RECORDS PROVIDED:
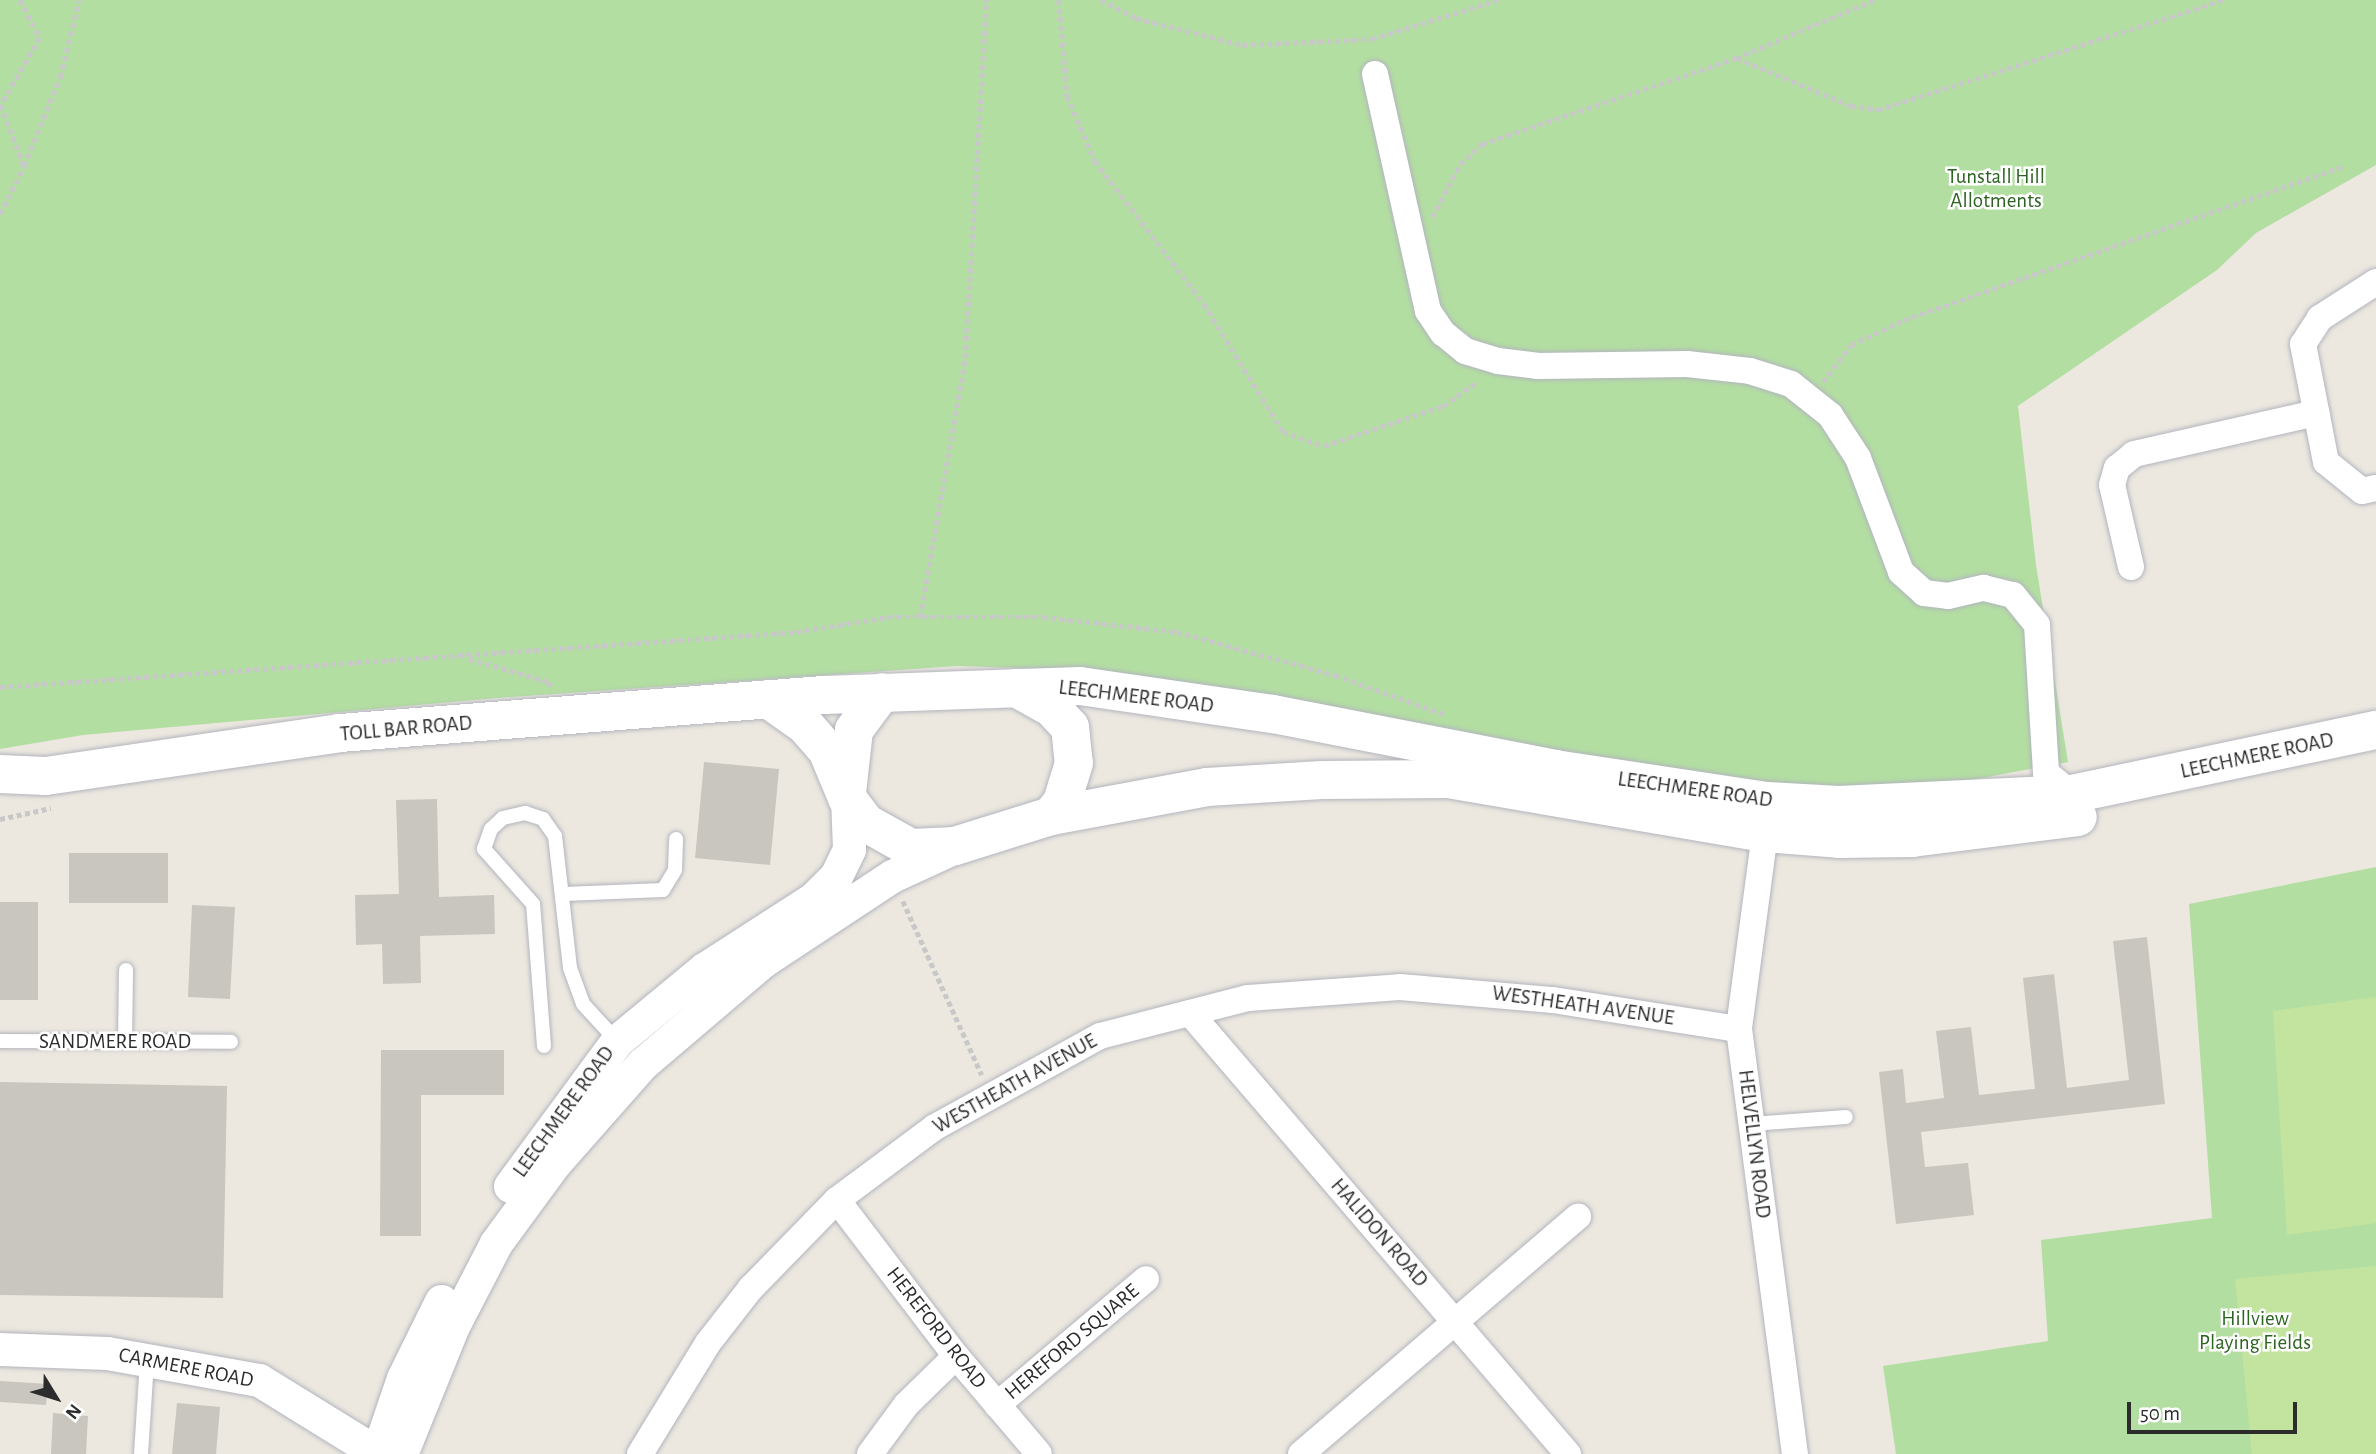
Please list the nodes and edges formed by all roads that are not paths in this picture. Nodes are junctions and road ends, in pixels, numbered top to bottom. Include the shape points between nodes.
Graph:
1 (1375, 74) dead end
2 (2376, 282) edge
3 (2316, 413) junction
4 (2376, 488) edge
5 (2131, 567) dead end
6 (1016, 688) junction
7 (882, 692) junction
8 (824, 695) joint
9 (768, 699) junction
10 (2376, 730) edge
11 (2376, 757) edge
12 (0, 774) edge
13 (46, 776) junction
14 (0, 793) edge
15 (2072, 794) junction
16 (847, 798) junction
17 (1051, 816) junction
18 (1766, 817) junction
19 (676, 839) dead end
20 (955, 846) junction
21 (564, 894) junction
22 (126, 970) dead end
23 (1190, 1013) junction
24 (1739, 1029) junction
25 (0, 1041) edge
26 (617, 1041) junction
27 (125, 1042) junction
28 (231, 1042) dead end
29 (544, 1046) dead end
30 (1846, 1117) dead end
31 (1752, 1124) junction
32 (837, 1200) junction
33 (1578, 1217) dead end
34 (1146, 1279) dead end
35 (1456, 1322) junction
36 (0, 1349) edge
37 (956, 1356) junction
38 (148, 1359) junction
39 (997, 1405) junction
40 (388, 1448) edge
41 (141, 1454) edge
42 (640, 1454) edge
43 (870, 1454) edge
44 (1039, 1454) edge
45 (1301, 1454) edge
46 (1568, 1454) edge
47 (1795, 1454) edge

1 - 15 street via 1428,311 1443,333 1465,351 1505,362 1750,370 1791,384 1830,415 1858,458 1902,572 1924,593 1948,596 1984,589 2013,595 2038,625 2046,773
2 - 3 street via 2320,318 2303,344
3 - 4 street via 2326,462 2362,491
3 - 5 street via 2134,454 2117,468 2112,485
6 - 7 main road, LEECHMERE ROAD
6 - 17 main road, LEECHMERE ROAD via 1052,708 1070,727 1074,763 1062,802
6 - 18 main road, LEECHMERE ROAD via 1080,686 1273,714
7 - 8 main road, LEECHMERE ROAD
7 - 16 main road, LEECHMERE ROAD via 854,730
8 - 9 main road, TOLL BAR ROAD
9 - 13 main road, TOLL BAR ROAD via 340,733
9 - 16 main road via 805,725 827,750
10 - 15 main road, LEECHMERE ROAD
11 - 18 main road, LEECHMERE ROAD via 2050,822 1912,838
12 - 13 main road, TOLL BAR ROAD
13 - 14 main road, TOLL BAR ROAD
15 - 18 main road, LEECHMERE ROAD via 1839,805
16 - 20 main road via 866,823 900,843
16 - 26 street, LEECHMERE ROAD via 849,849 836,876 814,898 704,969
17 - 18 main road, LEECHMERE ROAD via 1207,787 1448,779
17 - 20 main road, LEECHMERE ROAD
18 - 24 street, HELVELLYN ROAD
19 - 21 lane via 675,870 663,890
20 - 40 street, LEECHMERE ROAD via 892,876 763,961 642,1064 553,1165 496,1243
21 - 26 lane via 570,968 583,1003
21 - 29 lane via 557,843 543,819 525,813 502,818 484,849 533,904
22 - 27 lane
23 - 24 street, WESTHEATH AVENUE via 1248,998 1326,988 1400,986 1539,998
23 - 32 street, WESTHEATH AVENUE via 1100,1036 991,1094 894,1156
23 - 35 street, HALIDON ROAD
24 - 31 street, HELVELLYN ROAD
25 - 27 lane, SANDMERE ROAD
26 - 40 street, LEECHMERE ROAD via 495,1209 442,1298 403,1378
27 - 28 lane, SANDMERE ROAD
30 - 31 lane
31 - 47 street, HELVELLYN ROAD
32 - 37 street, HEREFORD ROAD
32 - 42 street, WESTHEATH AVENUE via 751,1288 708,1343
33 - 35 street
34 - 39 street, HEREFORD SQUARE
35 - 45 street
35 - 46 street, HALIDON ROAD
36 - 38 street, CARMERE ROAD
37 - 39 street, HEREFORD ROAD
37 - 43 street via 906,1405
38 - 40 street, CARMERE ROAD via 259,1380
38 - 41 lane
39 - 44 street, HEREFORD ROAD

AIM OF THE TASK:
From the first record to the last, print everything again exactly, without pictures.

REPLY:
Please list the nodes and edges formed by all roads that are not paths in this picture. Nodes are junctions and road ends, in pixels, numbered top to bottom. Include the shape points between nodes.
Graph:
1 (1375, 74) dead end
2 (2376, 282) edge
3 (2316, 413) junction
4 (2376, 488) edge
5 (2131, 567) dead end
6 (1016, 688) junction
7 (882, 692) junction
8 (824, 695) joint
9 (768, 699) junction
10 (2376, 730) edge
11 (2376, 757) edge
12 (0, 774) edge
13 (46, 776) junction
14 (0, 793) edge
15 (2072, 794) junction
16 (847, 798) junction
17 (1051, 816) junction
18 (1766, 817) junction
19 (676, 839) dead end
20 (955, 846) junction
21 (564, 894) junction
22 (126, 970) dead end
23 (1190, 1013) junction
24 (1739, 1029) junction
25 (0, 1041) edge
26 (617, 1041) junction
27 (125, 1042) junction
28 (231, 1042) dead end
29 (544, 1046) dead end
30 (1846, 1117) dead end
31 (1752, 1124) junction
32 (837, 1200) junction
33 (1578, 1217) dead end
34 (1146, 1279) dead end
35 (1456, 1322) junction
36 (0, 1349) edge
37 (956, 1356) junction
38 (148, 1359) junction
39 (997, 1405) junction
40 (388, 1448) edge
41 (141, 1454) edge
42 (640, 1454) edge
43 (870, 1454) edge
44 (1039, 1454) edge
45 (1301, 1454) edge
46 (1568, 1454) edge
47 (1795, 1454) edge

1 - 15 street via 1428,311 1443,333 1465,351 1505,362 1750,370 1791,384 1830,415 1858,458 1902,572 1924,593 1948,596 1984,589 2013,595 2038,625 2046,773
2 - 3 street via 2320,318 2303,344
3 - 4 street via 2326,462 2362,491
3 - 5 street via 2134,454 2117,468 2112,485
6 - 7 main road, LEECHMERE ROAD
6 - 17 main road, LEECHMERE ROAD via 1052,708 1070,727 1074,763 1062,802
6 - 18 main road, LEECHMERE ROAD via 1080,686 1273,714
7 - 8 main road, LEECHMERE ROAD
7 - 16 main road, LEECHMERE ROAD via 854,730
8 - 9 main road, TOLL BAR ROAD
9 - 13 main road, TOLL BAR ROAD via 340,733
9 - 16 main road via 805,725 827,750
10 - 15 main road, LEECHMERE ROAD
11 - 18 main road, LEECHMERE ROAD via 2050,822 1912,838
12 - 13 main road, TOLL BAR ROAD
13 - 14 main road, TOLL BAR ROAD
15 - 18 main road, LEECHMERE ROAD via 1839,805
16 - 20 main road via 866,823 900,843
16 - 26 street, LEECHMERE ROAD via 849,849 836,876 814,898 704,969
17 - 18 main road, LEECHMERE ROAD via 1207,787 1448,779
17 - 20 main road, LEECHMERE ROAD
18 - 24 street, HELVELLYN ROAD
19 - 21 lane via 675,870 663,890
20 - 40 street, LEECHMERE ROAD via 892,876 763,961 642,1064 553,1165 496,1243
21 - 26 lane via 570,968 583,1003
21 - 29 lane via 557,843 543,819 525,813 502,818 484,849 533,904
22 - 27 lane
23 - 24 street, WESTHEATH AVENUE via 1248,998 1326,988 1400,986 1539,998
23 - 32 street, WESTHEATH AVENUE via 1100,1036 991,1094 894,1156
23 - 35 street, HALIDON ROAD
24 - 31 street, HELVELLYN ROAD
25 - 27 lane, SANDMERE ROAD
26 - 40 street, LEECHMERE ROAD via 495,1209 442,1298 403,1378
27 - 28 lane, SANDMERE ROAD
30 - 31 lane
31 - 47 street, HELVELLYN ROAD
32 - 37 street, HEREFORD ROAD
32 - 42 street, WESTHEATH AVENUE via 751,1288 708,1343
33 - 35 street
34 - 39 street, HEREFORD SQUARE
35 - 45 street
35 - 46 street, HALIDON ROAD
36 - 38 street, CARMERE ROAD
37 - 39 street, HEREFORD ROAD
37 - 43 street via 906,1405
38 - 40 street, CARMERE ROAD via 259,1380
38 - 41 lane
39 - 44 street, HEREFORD ROAD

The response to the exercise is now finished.